“The blood-covenant gives even a foreigner every right which he would have, if born a member of the tribe. As an instance, the writer once shot a hawk in a Karen village, just as it was swooping down upon a chicken. He was surprised to find, an half-hour afterward, that his personal attendant, a straightforward Mountain Karen, had gone through the village and ‘collected’ a fat hen from each house. When remonstrated with, the mountaineer replied, ‘Why, Teacher, it is your right,—that is our custom,—you are one of us. These people wouldn’t understand it if I did not ask for a chicken from each house, when you killed the hawk.’
“In the wilder Karen regions, it is almost impossible to travel unless one is in blood-covenant with the chiefs, while on the other hand one is perfectly safe, if in that covenant. The disregard of this fact has cost valuable lives. When a stranger enters Karen territory, the chiefs order the paths closed. This is done by tying the long elephant grass across the paths. On reaching such a signal, the usual inquiry in the traveling party is, ‘Who is in blood-covenant with this tribe?’ If one is found, even among the lowest servants, his covenant covers the party, on the way, as far as to the principal village or hill fortress. The party goes into camp, and sends this man on as an ambassador. Usually, guides are sent back to conduct the party at once to the chief’s house. If no one is in covenant with the tribe, and the wisp of grass is broken and the party passes on, the lives of the trespassers are forfeited. A sudden attack in some defile, or a night surprise, scatters the party and drives the survivors back the way they came. It is said by the Karens that Mr. Cooper, the famous English explorer of China and Thibet, was killed ‘because he had broken the grass.’ A day’s delay for the blood-covenant would have saved his life, and given him time to complete his most important labors. The men who killed him would have been his devoted body-guard, ready and willing to give their lives in defence of his. If the Karen account of his death is true, it is most unfortunate that he entered the Karen country from China (where the blood-covenant does not now prevail), and so was ignorant of the fact that by so slight a concession to Karen custom he could obtain a guarantee of safe conduct for at least a thousand miles.”
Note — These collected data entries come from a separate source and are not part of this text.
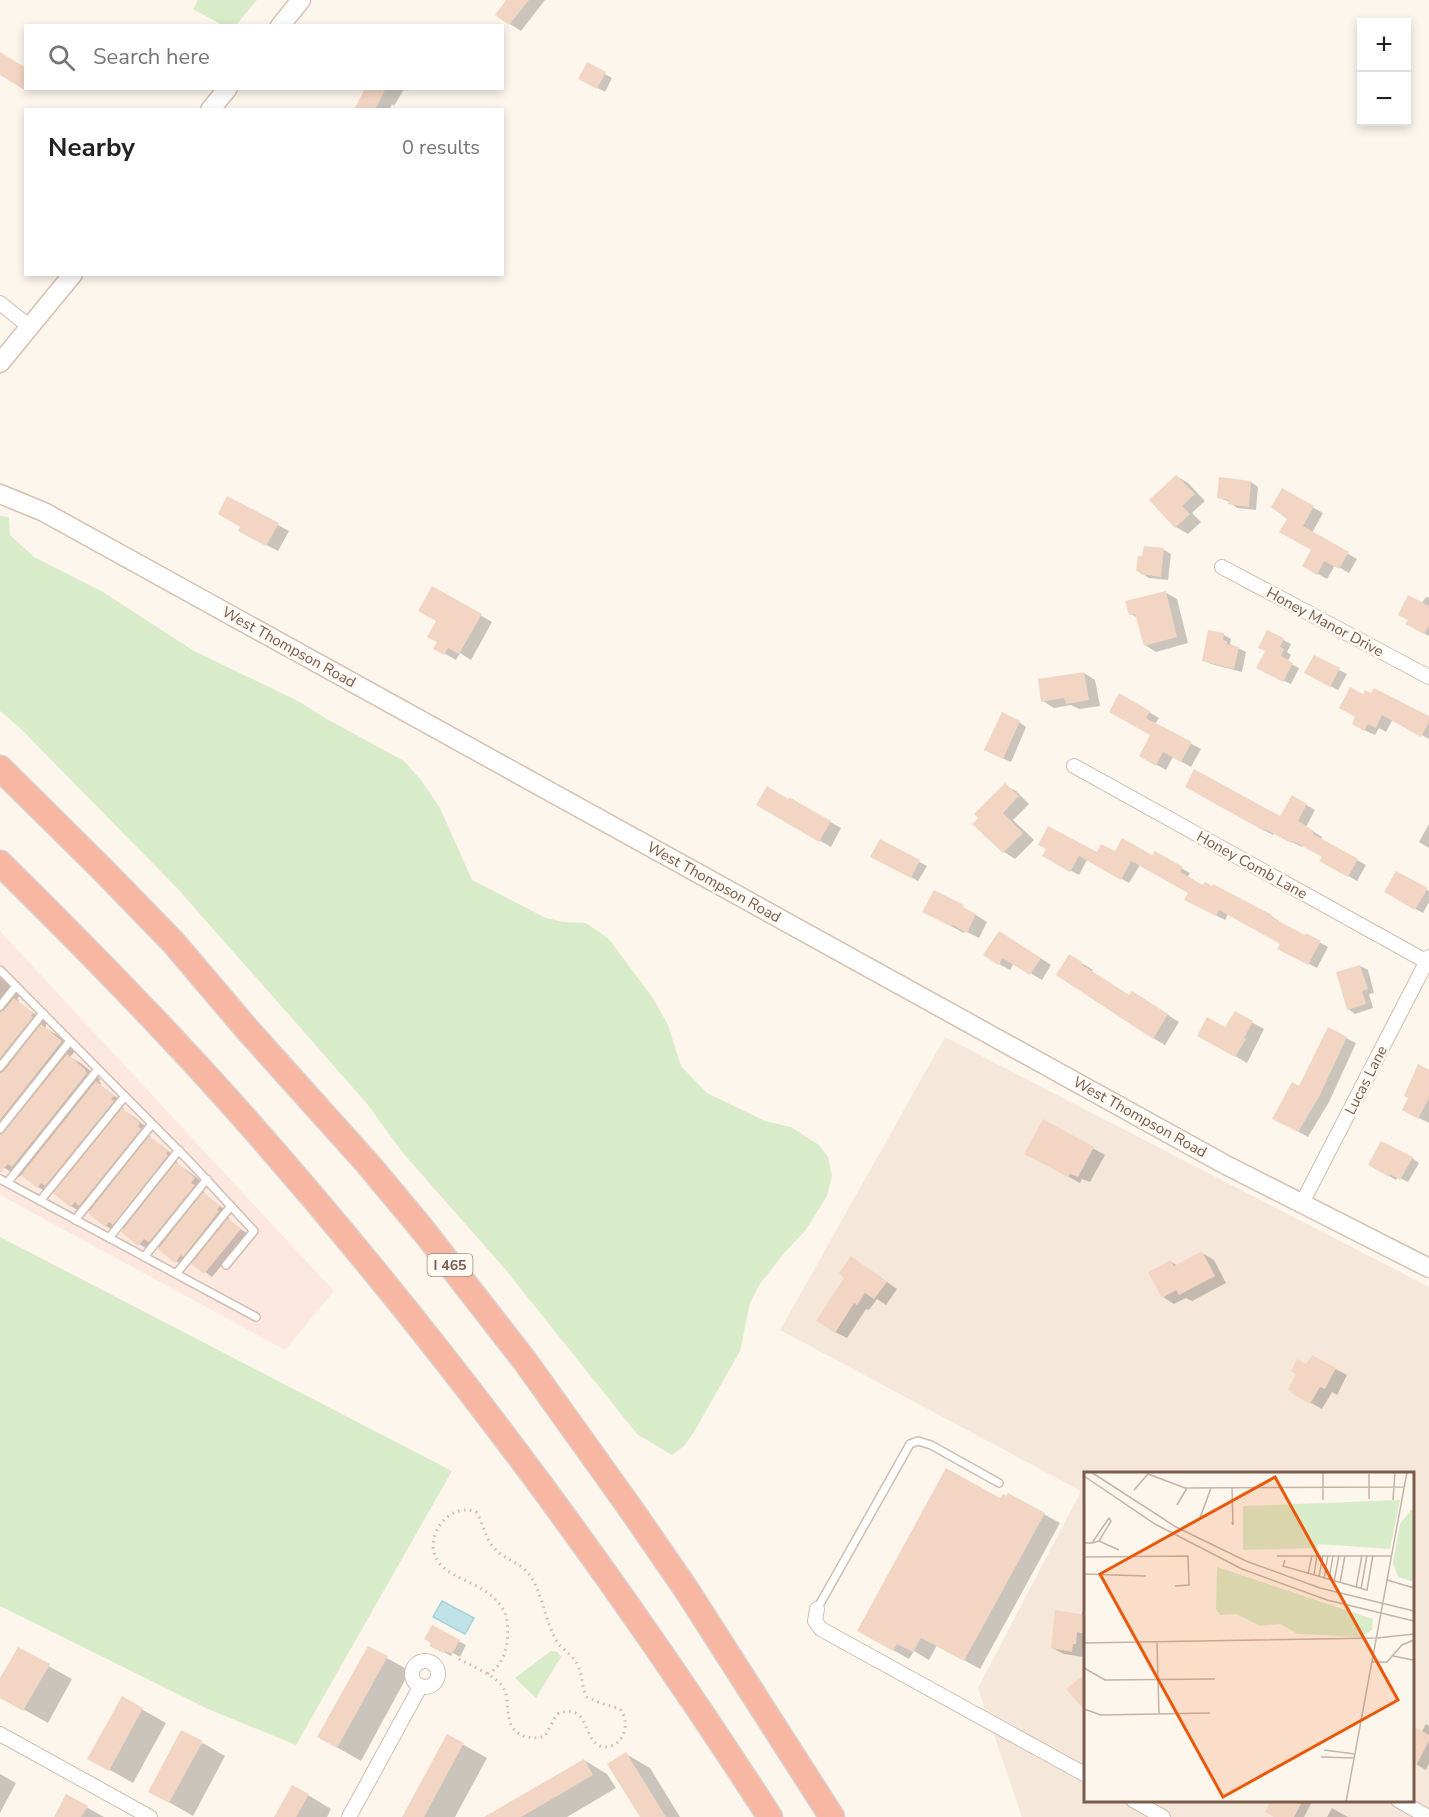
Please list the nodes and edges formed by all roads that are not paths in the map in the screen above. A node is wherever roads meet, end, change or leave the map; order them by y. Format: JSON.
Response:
{"nodes":[{"id":1,"x":301,"y":0,"type":"edge"},
{"id":2,"x":282,"y":24,"type":"edge"},
{"id":3,"x":226,"y":90,"type":"edge"},
{"id":4,"x":212,"y":108,"type":"edge"},
{"id":5,"x":71,"y":276,"type":"edge"},
{"id":6,"x":0,"y":303,"type":"edge"},
{"id":7,"x":30,"y":327,"type":"junction"},
{"id":8,"x":0,"y":363,"type":"edge"},
{"id":9,"x":0,"y":494,"type":"edge"},
{"id":10,"x":1222,"y":567,"type":"dead end"},
{"id":11,"x":1429,"y":677,"type":"edge"},
{"id":12,"x":1074,"y":766,"type":"dead end"},
{"id":13,"x":0,"y":768,"type":"edge"},
{"id":14,"x":0,"y":863,"type":"edge"},
{"id":15,"x":1428,"y":961,"type":"edge"},
{"id":16,"x":0,"y":970,"type":"edge"},
{"id":17,"x":16,"y":986,"type":"junction"},
{"id":18,"x":0,"y":1006,"type":"edge"},
{"id":19,"x":43,"y":1013,"type":"junction"},
{"id":20,"x":70,"y":1041,"type":"junction"},
{"id":21,"x":0,"y":1066,"type":"edge"},
{"id":22,"x":98,"y":1069,"type":"junction"},
{"id":23,"x":124,"y":1096,"type":"junction"},
{"id":24,"x":152,"y":1124,"type":"junction"},
{"id":25,"x":0,"y":1129,"type":"edge"},
{"id":26,"x":179,"y":1150,"type":"junction"},
{"id":27,"x":207,"y":1179,"type":"junction"},
{"id":28,"x":3,"y":1181,"type":"edge"},
{"id":29,"x":40,"y":1201,"type":"junction"},
{"id":30,"x":1302,"y":1203,"type":"junction"},
{"id":31,"x":231,"y":1206,"type":"junction"},
{"id":32,"x":75,"y":1220,"type":"junction"},
{"id":33,"x":109,"y":1238,"type":"junction"},
{"id":34,"x":144,"y":1257,"type":"junction"},
{"id":35,"x":226,"y":1265,"type":"dead end"},
{"id":36,"x":1429,"y":1268,"type":"edge"},
{"id":37,"x":176,"y":1274,"type":"junction"},
{"id":38,"x":256,"y":1317,"type":"dead end"},
{"id":39,"x":999,"y":1483,"type":"dead end"},
{"id":40,"x":817,"y":1609,"type":"joint"},
{"id":41,"x":420,"y":1687,"type":"dead end"},
{"id":42,"x":0,"y":1734,"type":"edge"},
{"id":43,"x":1084,"y":1774,"type":"edge"},
{"id":44,"x":1137,"y":1802,"type":"edge"},
{"id":45,"x":1402,"y":1802,"type":"edge"},
{"id":46,"x":150,"y":1817,"type":"edge"},
{"id":47,"x":349,"y":1817,"type":"edge"},
{"id":48,"x":770,"y":1817,"type":"edge"},
{"id":49,"x":832,"y":1817,"type":"edge"},
{"id":50,"x":1163,"y":1817,"type":"edge"},
{"id":51,"x":1428,"y":1817,"type":"edge"}],
"edges":[{"from":1,"to":2,"type":"main road"},
{"from":3,"to":4,"type":"main road"},
{"from":5,"to":7,"type":"main road"},
{"from":6,"to":7,"type":"street"},
{"from":7,"to":8,"type":"main road"},
{"from":9,"to":30,"type":"main road","name":"West Thompson Road"},
{"from":10,"to":11,"type":"street","name":"Honey Manor Drive"},
{"from":12,"to":15,"type":"street","name":"Honey Comb Lane"},
{"from":13,"to":49,"type":"highway","number":"I 465"},
{"from":14,"to":48,"type":"highway"},
{"from":15,"to":30,"type":"street","name":"Lucas Lane"},
{"from":16,"to":17,"type":"lane"},
{"from":17,"to":18,"type":"lane"},
{"from":17,"to":19,"type":"lane"},
{"from":19,"to":20,"type":"lane"},
{"from":19,"to":21,"type":"lane"},
{"from":20,"to":22,"type":"lane"},
{"from":20,"to":25,"type":"lane"},
{"from":22,"to":23,"type":"lane"},
{"from":22,"to":28,"type":"lane"},
{"from":23,"to":24,"type":"lane"},
{"from":23,"to":29,"type":"lane"},
{"from":24,"to":26,"type":"lane"},
{"from":24,"to":32,"type":"lane"},
{"from":26,"to":27,"type":"lane"},
{"from":26,"to":33,"type":"lane"},
{"from":27,"to":31,"type":"lane"},
{"from":27,"to":34,"type":"lane"},
{"from":28,"to":29,"type":"lane"},
{"from":29,"to":32,"type":"lane"},
{"from":30,"to":36,"type":"main road","name":"West Thompson Road"},
{"from":31,"to":35,"type":"lane"},
{"from":31,"to":37,"type":"lane"},
{"from":32,"to":33,"type":"lane"},
{"from":33,"to":34,"type":"lane"},
{"from":34,"to":37,"type":"lane"},
{"from":37,"to":38,"type":"lane"},
{"from":39,"to":40,"type":"lane"},
{"from":40,"to":43,"type":"street"},
{"from":41,"to":47,"type":"street"},
{"from":42,"to":46,"type":"street"},
{"from":44,"to":50,"type":"street"},
{"from":45,"to":51,"type":"street"}]}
Another account of the blood-covenant rite in Burmah is kindly furnished to me, by the Rev. Dr. M. H. Bixby, of Providence, Rhode Island; who was also for some years a missionary among the Karens. He says:
“In my first journey over the mountains of Burmah, into Shanland, toward Western China, I passed through several tribes of wild Karens among whom the practice of ‘covenanting by blood’ prevailed.
“‘If you mean what you say,’ said the old chief of the Gecho tribe to me, referring to my professions of friendship, ‘You will drink truth with me.’ ‘Well, what is drinking truth?’ I said. In reply, he said: ‘This is our custom. Each chief pierces his arm—draws blood—mingles it in a vessel with whisky, and drinks of it; both promising to be true and faithful to each other, down to the seventh generation.’
“After the chiefs had drunk of the mingled blood and whisky, each one of their followers drunk of it also, and were thereby included in the covenant of friendship.
“A company of Shans laid a plot to kill me and my company in Shanland, for the purpose of plunder. They entered into covenant with each other by drinking the blood of their leader mingled with whisky, or a kind of beer made from rice.
“Those wild mountain tribes have strange traditions which indicate that they once had the Old Testament Scriptures, although now they have no written language. Some of the Karen tribes have a written language, given them by the missionaries.
“The covenant, also, exists in modified forms, in which the blood is omitted.”